**Task item**
Across the entries below, tally every line that holds the string "highway" and reply with the number only.

──────── Data extract ────────

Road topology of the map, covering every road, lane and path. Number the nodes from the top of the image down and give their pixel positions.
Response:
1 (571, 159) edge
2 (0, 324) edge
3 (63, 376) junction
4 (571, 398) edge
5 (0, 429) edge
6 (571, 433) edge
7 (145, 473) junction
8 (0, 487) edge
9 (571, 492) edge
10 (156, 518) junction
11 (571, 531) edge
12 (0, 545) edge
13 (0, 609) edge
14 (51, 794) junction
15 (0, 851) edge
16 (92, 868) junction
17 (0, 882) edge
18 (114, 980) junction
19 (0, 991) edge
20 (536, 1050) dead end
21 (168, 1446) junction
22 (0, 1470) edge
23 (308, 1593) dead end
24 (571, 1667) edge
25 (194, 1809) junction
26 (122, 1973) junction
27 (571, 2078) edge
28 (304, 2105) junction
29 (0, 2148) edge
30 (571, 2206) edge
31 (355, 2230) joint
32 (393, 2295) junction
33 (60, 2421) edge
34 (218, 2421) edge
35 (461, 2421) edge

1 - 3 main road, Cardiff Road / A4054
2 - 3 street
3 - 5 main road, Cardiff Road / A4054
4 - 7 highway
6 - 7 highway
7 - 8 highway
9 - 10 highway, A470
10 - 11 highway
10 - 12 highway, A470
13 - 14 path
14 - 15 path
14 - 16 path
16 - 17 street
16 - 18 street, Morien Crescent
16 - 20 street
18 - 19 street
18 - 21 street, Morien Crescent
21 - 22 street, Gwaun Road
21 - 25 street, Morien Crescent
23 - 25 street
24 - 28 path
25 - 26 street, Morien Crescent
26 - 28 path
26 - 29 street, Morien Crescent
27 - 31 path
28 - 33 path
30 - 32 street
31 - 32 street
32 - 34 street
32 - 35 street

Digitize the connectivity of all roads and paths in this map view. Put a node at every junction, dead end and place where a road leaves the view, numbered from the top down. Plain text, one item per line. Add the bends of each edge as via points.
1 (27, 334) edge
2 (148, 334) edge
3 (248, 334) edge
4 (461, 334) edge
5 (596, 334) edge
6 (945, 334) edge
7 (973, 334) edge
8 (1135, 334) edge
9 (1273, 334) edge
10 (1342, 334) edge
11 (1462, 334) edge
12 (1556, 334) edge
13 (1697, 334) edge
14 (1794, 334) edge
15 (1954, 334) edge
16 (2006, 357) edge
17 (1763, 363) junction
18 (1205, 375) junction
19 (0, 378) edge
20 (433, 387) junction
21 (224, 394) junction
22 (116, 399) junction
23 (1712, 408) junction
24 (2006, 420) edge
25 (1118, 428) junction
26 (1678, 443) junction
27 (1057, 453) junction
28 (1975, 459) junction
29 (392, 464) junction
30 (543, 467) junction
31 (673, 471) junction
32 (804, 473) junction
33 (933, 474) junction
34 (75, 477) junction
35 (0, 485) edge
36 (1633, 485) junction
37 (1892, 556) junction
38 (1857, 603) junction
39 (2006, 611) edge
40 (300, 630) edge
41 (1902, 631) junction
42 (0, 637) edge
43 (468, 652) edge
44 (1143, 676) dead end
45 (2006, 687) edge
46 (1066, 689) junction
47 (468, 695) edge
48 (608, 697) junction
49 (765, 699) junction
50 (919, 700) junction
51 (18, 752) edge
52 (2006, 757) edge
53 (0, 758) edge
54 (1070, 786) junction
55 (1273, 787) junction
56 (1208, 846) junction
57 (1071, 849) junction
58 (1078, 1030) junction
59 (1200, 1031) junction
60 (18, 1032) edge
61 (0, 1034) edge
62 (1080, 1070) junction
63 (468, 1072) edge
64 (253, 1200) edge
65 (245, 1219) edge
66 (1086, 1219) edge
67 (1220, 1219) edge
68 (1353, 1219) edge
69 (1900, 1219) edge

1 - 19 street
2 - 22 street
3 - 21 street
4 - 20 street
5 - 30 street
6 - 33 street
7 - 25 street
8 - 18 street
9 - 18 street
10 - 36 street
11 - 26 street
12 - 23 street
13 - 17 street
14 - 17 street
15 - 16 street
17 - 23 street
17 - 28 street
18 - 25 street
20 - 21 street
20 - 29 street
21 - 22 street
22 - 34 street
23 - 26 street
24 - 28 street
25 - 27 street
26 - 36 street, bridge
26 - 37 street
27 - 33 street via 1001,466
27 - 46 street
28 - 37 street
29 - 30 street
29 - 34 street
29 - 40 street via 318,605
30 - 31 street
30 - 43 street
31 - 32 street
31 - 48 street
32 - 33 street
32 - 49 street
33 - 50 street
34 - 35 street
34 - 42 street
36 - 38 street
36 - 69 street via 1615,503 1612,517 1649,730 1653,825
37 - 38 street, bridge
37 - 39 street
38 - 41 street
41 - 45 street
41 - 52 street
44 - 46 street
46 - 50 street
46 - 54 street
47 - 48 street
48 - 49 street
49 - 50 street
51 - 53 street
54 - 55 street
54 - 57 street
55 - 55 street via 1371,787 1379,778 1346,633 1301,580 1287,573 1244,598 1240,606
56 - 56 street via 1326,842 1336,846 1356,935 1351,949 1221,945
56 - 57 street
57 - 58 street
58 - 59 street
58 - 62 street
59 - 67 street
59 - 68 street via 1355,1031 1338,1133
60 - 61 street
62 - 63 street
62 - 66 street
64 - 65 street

────────

**Result of the task**
6